▶ Work required
Without dropping or altering a single word, give the listing again.

▶ Input
□ □ □
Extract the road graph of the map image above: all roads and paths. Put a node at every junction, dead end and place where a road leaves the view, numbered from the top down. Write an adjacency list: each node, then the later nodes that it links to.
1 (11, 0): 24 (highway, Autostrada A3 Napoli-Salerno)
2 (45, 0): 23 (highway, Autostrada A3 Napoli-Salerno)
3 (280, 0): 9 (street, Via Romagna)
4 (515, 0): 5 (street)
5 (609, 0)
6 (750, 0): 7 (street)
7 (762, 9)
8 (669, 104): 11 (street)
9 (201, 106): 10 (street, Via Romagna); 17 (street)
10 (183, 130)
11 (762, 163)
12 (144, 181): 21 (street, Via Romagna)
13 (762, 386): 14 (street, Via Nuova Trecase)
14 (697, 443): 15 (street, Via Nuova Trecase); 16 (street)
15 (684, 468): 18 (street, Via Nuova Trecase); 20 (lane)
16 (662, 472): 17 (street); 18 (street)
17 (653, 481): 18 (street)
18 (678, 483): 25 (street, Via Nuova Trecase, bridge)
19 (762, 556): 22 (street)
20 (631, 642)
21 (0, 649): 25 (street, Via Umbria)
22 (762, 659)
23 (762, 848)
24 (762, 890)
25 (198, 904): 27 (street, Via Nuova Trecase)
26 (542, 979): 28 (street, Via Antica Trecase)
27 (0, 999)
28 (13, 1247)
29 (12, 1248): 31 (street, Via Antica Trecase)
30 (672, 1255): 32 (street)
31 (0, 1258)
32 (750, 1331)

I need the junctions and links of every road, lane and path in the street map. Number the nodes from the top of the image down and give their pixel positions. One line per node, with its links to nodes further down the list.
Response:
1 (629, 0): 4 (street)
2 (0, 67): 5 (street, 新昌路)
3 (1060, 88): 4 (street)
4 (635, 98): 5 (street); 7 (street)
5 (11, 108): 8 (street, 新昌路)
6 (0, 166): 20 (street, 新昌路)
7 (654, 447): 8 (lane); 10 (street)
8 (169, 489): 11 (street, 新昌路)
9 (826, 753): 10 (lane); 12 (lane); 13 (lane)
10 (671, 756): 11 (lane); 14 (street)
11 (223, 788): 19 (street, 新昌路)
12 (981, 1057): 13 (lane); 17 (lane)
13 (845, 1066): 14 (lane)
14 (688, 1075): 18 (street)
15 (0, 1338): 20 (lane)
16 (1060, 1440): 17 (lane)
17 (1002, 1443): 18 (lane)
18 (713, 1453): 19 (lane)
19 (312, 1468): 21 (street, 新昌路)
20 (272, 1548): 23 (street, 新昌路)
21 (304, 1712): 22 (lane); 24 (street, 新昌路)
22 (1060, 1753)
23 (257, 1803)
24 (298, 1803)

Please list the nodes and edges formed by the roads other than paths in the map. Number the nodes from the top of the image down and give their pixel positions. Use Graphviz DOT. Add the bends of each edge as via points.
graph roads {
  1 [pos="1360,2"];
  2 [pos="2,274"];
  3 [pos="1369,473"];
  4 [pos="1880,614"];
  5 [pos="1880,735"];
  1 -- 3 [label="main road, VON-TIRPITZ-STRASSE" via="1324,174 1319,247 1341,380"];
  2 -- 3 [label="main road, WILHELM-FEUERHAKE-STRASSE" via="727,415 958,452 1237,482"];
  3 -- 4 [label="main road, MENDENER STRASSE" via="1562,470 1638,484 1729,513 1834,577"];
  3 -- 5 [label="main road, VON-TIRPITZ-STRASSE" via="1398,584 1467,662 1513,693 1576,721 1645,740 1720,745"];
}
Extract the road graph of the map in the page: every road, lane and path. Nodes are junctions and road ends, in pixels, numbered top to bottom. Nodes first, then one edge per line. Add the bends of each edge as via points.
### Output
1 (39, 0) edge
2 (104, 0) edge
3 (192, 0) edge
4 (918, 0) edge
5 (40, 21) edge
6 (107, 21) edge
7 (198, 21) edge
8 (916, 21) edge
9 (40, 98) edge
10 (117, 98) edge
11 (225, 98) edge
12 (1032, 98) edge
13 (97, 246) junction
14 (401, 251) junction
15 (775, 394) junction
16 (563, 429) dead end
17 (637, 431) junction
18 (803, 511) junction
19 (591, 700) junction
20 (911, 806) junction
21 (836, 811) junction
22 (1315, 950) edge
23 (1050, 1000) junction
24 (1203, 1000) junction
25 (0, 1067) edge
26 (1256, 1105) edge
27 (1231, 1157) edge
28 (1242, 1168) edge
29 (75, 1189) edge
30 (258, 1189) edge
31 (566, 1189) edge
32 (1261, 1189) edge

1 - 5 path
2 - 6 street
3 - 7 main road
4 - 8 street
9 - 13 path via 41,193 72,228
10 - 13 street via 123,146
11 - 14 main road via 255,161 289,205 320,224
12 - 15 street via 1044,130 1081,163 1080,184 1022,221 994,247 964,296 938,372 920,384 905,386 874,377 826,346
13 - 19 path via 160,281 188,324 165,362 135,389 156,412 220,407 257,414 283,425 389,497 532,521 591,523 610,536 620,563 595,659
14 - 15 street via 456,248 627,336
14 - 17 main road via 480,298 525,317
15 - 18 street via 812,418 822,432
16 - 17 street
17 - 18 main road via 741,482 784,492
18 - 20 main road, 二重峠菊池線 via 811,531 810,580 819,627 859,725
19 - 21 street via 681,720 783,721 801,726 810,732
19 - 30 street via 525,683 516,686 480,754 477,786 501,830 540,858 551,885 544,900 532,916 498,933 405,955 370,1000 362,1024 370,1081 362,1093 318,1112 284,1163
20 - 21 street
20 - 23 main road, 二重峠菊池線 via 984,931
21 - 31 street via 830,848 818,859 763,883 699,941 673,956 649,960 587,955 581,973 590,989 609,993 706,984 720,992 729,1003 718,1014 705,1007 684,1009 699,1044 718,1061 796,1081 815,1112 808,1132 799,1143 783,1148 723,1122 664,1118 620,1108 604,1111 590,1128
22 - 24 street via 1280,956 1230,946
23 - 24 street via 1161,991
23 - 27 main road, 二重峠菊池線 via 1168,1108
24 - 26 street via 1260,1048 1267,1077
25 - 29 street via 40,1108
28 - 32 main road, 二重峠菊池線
□ □ □
▶ Exercise response
Extract the road graph of the map image above: all roads and paths. Put a node at every junction, dead end and place where a road leaves the view, numbered from the top down. Write an adjacency list: each node, then the later nodes that it links to.
1 (11, 0): 24 (highway, Autostrada A3 Napoli-Salerno)
2 (45, 0): 23 (highway, Autostrada A3 Napoli-Salerno)
3 (280, 0): 9 (street, Via Romagna)
4 (515, 0): 5 (street)
5 (609, 0)
6 (750, 0): 7 (street)
7 (762, 9)
8 (669, 104): 11 (street)
9 (201, 106): 10 (street, Via Romagna); 17 (street)
10 (183, 130)
11 (762, 163)
12 (144, 181): 21 (street, Via Romagna)
13 (762, 386): 14 (street, Via Nuova Trecase)
14 (697, 443): 15 (street, Via Nuova Trecase); 16 (street)
15 (684, 468): 18 (street, Via Nuova Trecase); 20 (lane)
16 (662, 472): 17 (street); 18 (street)
17 (653, 481): 18 (street)
18 (678, 483): 25 (street, Via Nuova Trecase, bridge)
19 (762, 556): 22 (street)
20 (631, 642)
21 (0, 649): 25 (street, Via Umbria)
22 (762, 659)
23 (762, 848)
24 (762, 890)
25 (198, 904): 27 (street, Via Nuova Trecase)
26 (542, 979): 28 (street, Via Antica Trecase)
27 (0, 999)
28 (13, 1247)
29 (12, 1248): 31 (street, Via Antica Trecase)
30 (672, 1255): 32 (street)
31 (0, 1258)
32 (750, 1331)

I need the junctions and links of every road, lane and path in the street map. Number the nodes from the top of the image down and give their pixel positions. One line per node, with its links to nodes further down the list.
Response:
1 (629, 0): 4 (street)
2 (0, 67): 5 (street, 新昌路)
3 (1060, 88): 4 (street)
4 (635, 98): 5 (street); 7 (street)
5 (11, 108): 8 (street, 新昌路)
6 (0, 166): 20 (street, 新昌路)
7 (654, 447): 8 (lane); 10 (street)
8 (169, 489): 11 (street, 新昌路)
9 (826, 753): 10 (lane); 12 (lane); 13 (lane)
10 (671, 756): 11 (lane); 14 (street)
11 (223, 788): 19 (street, 新昌路)
12 (981, 1057): 13 (lane); 17 (lane)
13 (845, 1066): 14 (lane)
14 (688, 1075): 18 (street)
15 (0, 1338): 20 (lane)
16 (1060, 1440): 17 (lane)
17 (1002, 1443): 18 (lane)
18 (713, 1453): 19 (lane)
19 (312, 1468): 21 (street, 新昌路)
20 (272, 1548): 23 (street, 新昌路)
21 (304, 1712): 22 (lane); 24 (street, 新昌路)
22 (1060, 1753)
23 (257, 1803)
24 (298, 1803)

Please list the nodes and edges formed by the roads other than paths in the map. Number the nodes from the top of the image down and give their pixel positions. Use Graphviz DOT. Add the bends of each edge as via points.
graph roads {
  1 [pos="1360,2"];
  2 [pos="2,274"];
  3 [pos="1369,473"];
  4 [pos="1880,614"];
  5 [pos="1880,735"];
  1 -- 3 [label="main road, VON-TIRPITZ-STRASSE" via="1324,174 1319,247 1341,380"];
  2 -- 3 [label="main road, WILHELM-FEUERHAKE-STRASSE" via="727,415 958,452 1237,482"];
  3 -- 4 [label="main road, MENDENER STRASSE" via="1562,470 1638,484 1729,513 1834,577"];
  3 -- 5 [label="main road, VON-TIRPITZ-STRASSE" via="1398,584 1467,662 1513,693 1576,721 1645,740 1720,745"];
}
Extract the road graph of the map in the page: every road, lane and path. Nodes are junctions and road ends, in pixels, numbered top to bottom. Nodes first, then one edge per line. Add the bends of each edge as via points.
### Output
1 (39, 0) edge
2 (104, 0) edge
3 (192, 0) edge
4 (918, 0) edge
5 (40, 21) edge
6 (107, 21) edge
7 (198, 21) edge
8 (916, 21) edge
9 (40, 98) edge
10 (117, 98) edge
11 (225, 98) edge
12 (1032, 98) edge
13 (97, 246) junction
14 (401, 251) junction
15 (775, 394) junction
16 (563, 429) dead end
17 (637, 431) junction
18 (803, 511) junction
19 (591, 700) junction
20 (911, 806) junction
21 (836, 811) junction
22 (1315, 950) edge
23 (1050, 1000) junction
24 (1203, 1000) junction
25 (0, 1067) edge
26 (1256, 1105) edge
27 (1231, 1157) edge
28 (1242, 1168) edge
29 (75, 1189) edge
30 (258, 1189) edge
31 (566, 1189) edge
32 (1261, 1189) edge

1 - 5 path
2 - 6 street
3 - 7 main road
4 - 8 street
9 - 13 path via 41,193 72,228
10 - 13 street via 123,146
11 - 14 main road via 255,161 289,205 320,224
12 - 15 street via 1044,130 1081,163 1080,184 1022,221 994,247 964,296 938,372 920,384 905,386 874,377 826,346
13 - 19 path via 160,281 188,324 165,362 135,389 156,412 220,407 257,414 283,425 389,497 532,521 591,523 610,536 620,563 595,659
14 - 15 street via 456,248 627,336
14 - 17 main road via 480,298 525,317
15 - 18 street via 812,418 822,432
16 - 17 street
17 - 18 main road via 741,482 784,492
18 - 20 main road, 二重峠菊池線 via 811,531 810,580 819,627 859,725
19 - 21 street via 681,720 783,721 801,726 810,732
19 - 30 street via 525,683 516,686 480,754 477,786 501,830 540,858 551,885 544,900 532,916 498,933 405,955 370,1000 362,1024 370,1081 362,1093 318,1112 284,1163
20 - 21 street
20 - 23 main road, 二重峠菊池線 via 984,931
21 - 31 street via 830,848 818,859 763,883 699,941 673,956 649,960 587,955 581,973 590,989 609,993 706,984 720,992 729,1003 718,1014 705,1007 684,1009 699,1044 718,1061 796,1081 815,1112 808,1132 799,1143 783,1148 723,1122 664,1118 620,1108 604,1111 590,1128
22 - 24 street via 1280,956 1230,946
23 - 24 street via 1161,991
23 - 27 main road, 二重峠菊池線 via 1168,1108
24 - 26 street via 1260,1048 1267,1077
25 - 29 street via 40,1108
28 - 32 main road, 二重峠菊池線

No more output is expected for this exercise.